● WHAT TO DO
Lines with the word "Mosquée" in them must be copied from the records below.

======== ENTRIES SUPPLIED

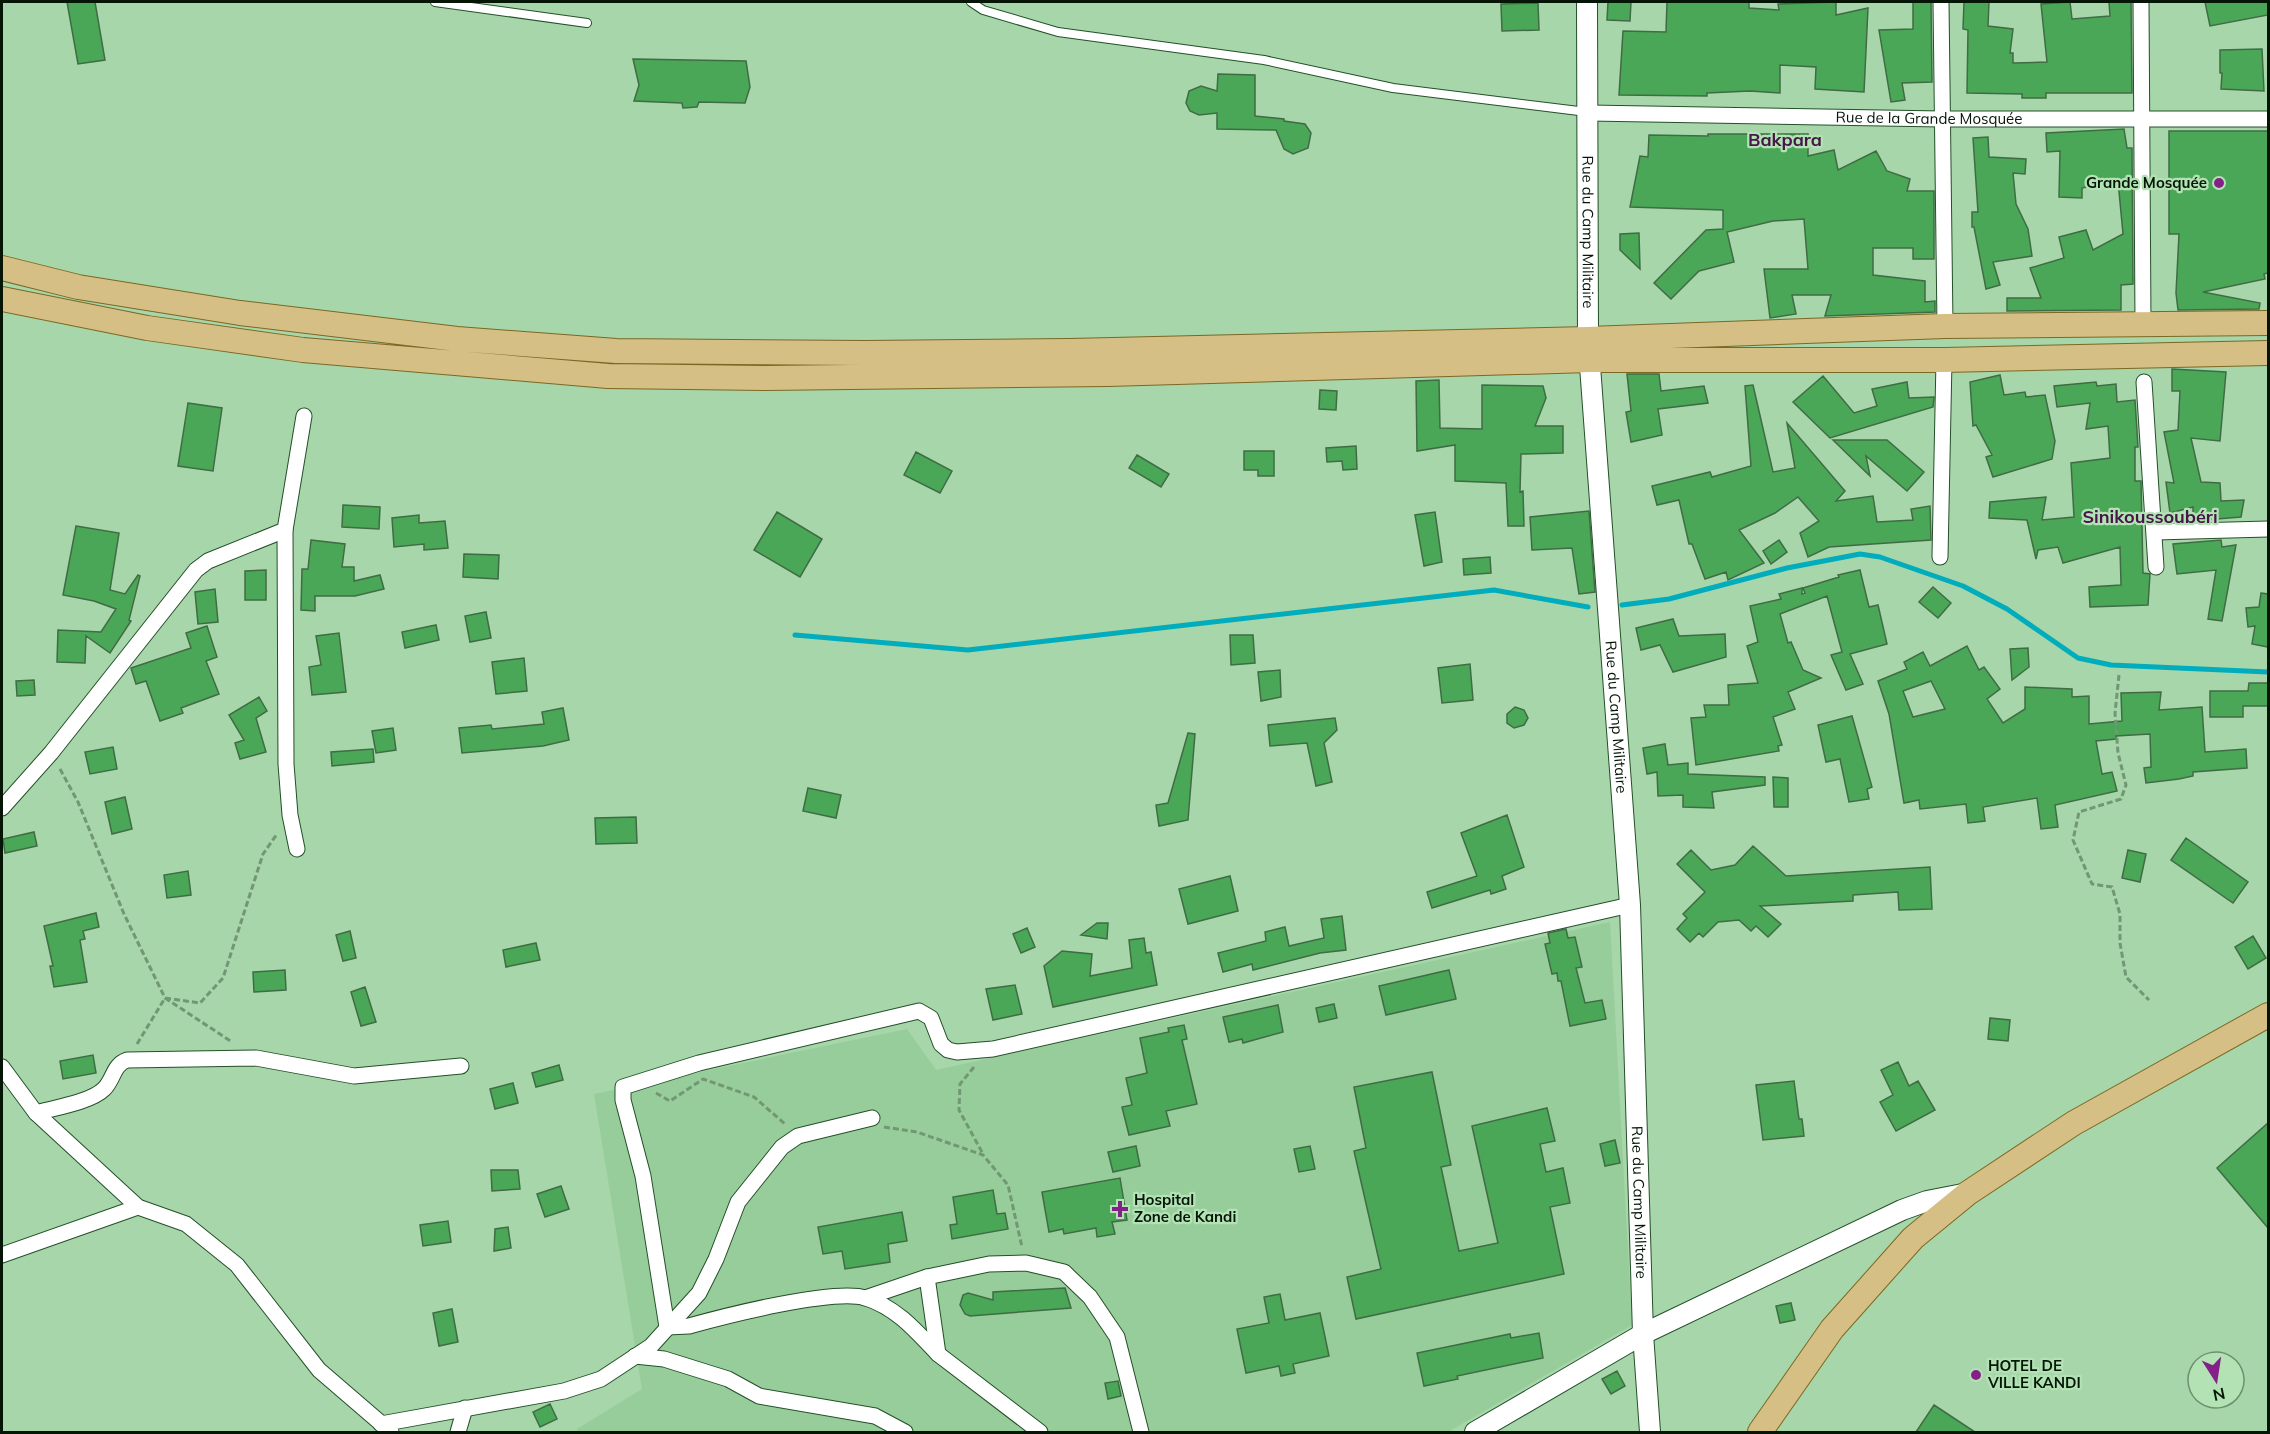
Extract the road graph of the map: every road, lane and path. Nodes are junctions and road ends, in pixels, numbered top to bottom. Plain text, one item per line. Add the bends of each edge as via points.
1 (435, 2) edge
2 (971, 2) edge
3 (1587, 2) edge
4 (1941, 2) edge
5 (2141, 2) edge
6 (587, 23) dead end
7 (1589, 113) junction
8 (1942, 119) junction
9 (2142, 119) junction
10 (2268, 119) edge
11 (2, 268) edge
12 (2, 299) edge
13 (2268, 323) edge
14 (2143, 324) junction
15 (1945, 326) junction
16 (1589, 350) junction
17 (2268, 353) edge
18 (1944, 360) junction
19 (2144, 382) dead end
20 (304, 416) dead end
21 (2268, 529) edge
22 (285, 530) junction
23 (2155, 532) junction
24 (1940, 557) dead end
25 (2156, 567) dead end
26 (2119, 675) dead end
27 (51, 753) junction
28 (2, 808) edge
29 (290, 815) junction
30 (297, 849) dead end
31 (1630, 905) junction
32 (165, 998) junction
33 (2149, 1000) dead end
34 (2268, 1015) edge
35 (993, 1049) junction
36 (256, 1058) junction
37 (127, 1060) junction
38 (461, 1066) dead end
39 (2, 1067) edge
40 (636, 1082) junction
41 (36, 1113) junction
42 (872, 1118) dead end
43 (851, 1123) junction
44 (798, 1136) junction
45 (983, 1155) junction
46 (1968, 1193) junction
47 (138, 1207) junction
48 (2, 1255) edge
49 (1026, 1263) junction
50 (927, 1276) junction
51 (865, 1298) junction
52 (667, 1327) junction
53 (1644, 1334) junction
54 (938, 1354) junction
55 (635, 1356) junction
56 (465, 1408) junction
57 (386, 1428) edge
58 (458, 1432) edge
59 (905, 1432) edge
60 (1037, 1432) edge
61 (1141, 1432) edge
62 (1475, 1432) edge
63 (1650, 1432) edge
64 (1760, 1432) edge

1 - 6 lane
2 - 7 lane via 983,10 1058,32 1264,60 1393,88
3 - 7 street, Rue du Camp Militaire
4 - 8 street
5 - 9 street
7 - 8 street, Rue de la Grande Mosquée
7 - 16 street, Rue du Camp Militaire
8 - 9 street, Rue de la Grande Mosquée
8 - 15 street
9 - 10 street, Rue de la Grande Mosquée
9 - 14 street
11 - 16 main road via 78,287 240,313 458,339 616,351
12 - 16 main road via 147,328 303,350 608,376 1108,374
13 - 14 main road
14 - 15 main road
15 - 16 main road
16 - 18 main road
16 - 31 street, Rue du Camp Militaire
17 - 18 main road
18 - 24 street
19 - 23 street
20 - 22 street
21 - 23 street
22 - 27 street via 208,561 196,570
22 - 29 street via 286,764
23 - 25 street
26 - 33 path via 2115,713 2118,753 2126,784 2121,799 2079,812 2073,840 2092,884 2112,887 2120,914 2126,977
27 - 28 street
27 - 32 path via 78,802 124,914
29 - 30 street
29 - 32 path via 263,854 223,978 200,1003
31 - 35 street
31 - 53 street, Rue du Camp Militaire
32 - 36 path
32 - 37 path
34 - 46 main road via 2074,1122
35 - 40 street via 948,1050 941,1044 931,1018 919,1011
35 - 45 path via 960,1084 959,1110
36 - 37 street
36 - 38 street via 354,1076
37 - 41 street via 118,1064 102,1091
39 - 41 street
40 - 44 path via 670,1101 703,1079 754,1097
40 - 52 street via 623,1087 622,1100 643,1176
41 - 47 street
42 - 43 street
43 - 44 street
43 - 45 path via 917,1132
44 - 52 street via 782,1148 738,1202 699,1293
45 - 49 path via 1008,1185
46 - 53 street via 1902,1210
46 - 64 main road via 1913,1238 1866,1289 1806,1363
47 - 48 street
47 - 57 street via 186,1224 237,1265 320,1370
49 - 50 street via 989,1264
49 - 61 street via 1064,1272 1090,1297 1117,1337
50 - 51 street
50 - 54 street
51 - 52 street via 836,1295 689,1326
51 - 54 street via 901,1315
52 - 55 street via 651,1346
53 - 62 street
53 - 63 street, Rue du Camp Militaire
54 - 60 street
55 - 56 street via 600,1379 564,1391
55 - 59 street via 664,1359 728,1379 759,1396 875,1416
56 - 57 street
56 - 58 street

================

● EXERCISE RESULT
7 - 8 street, Rue de la Grande Mosquée
8 - 9 street, Rue de la Grande Mosquée
9 - 10 street, Rue de la Grande Mosquée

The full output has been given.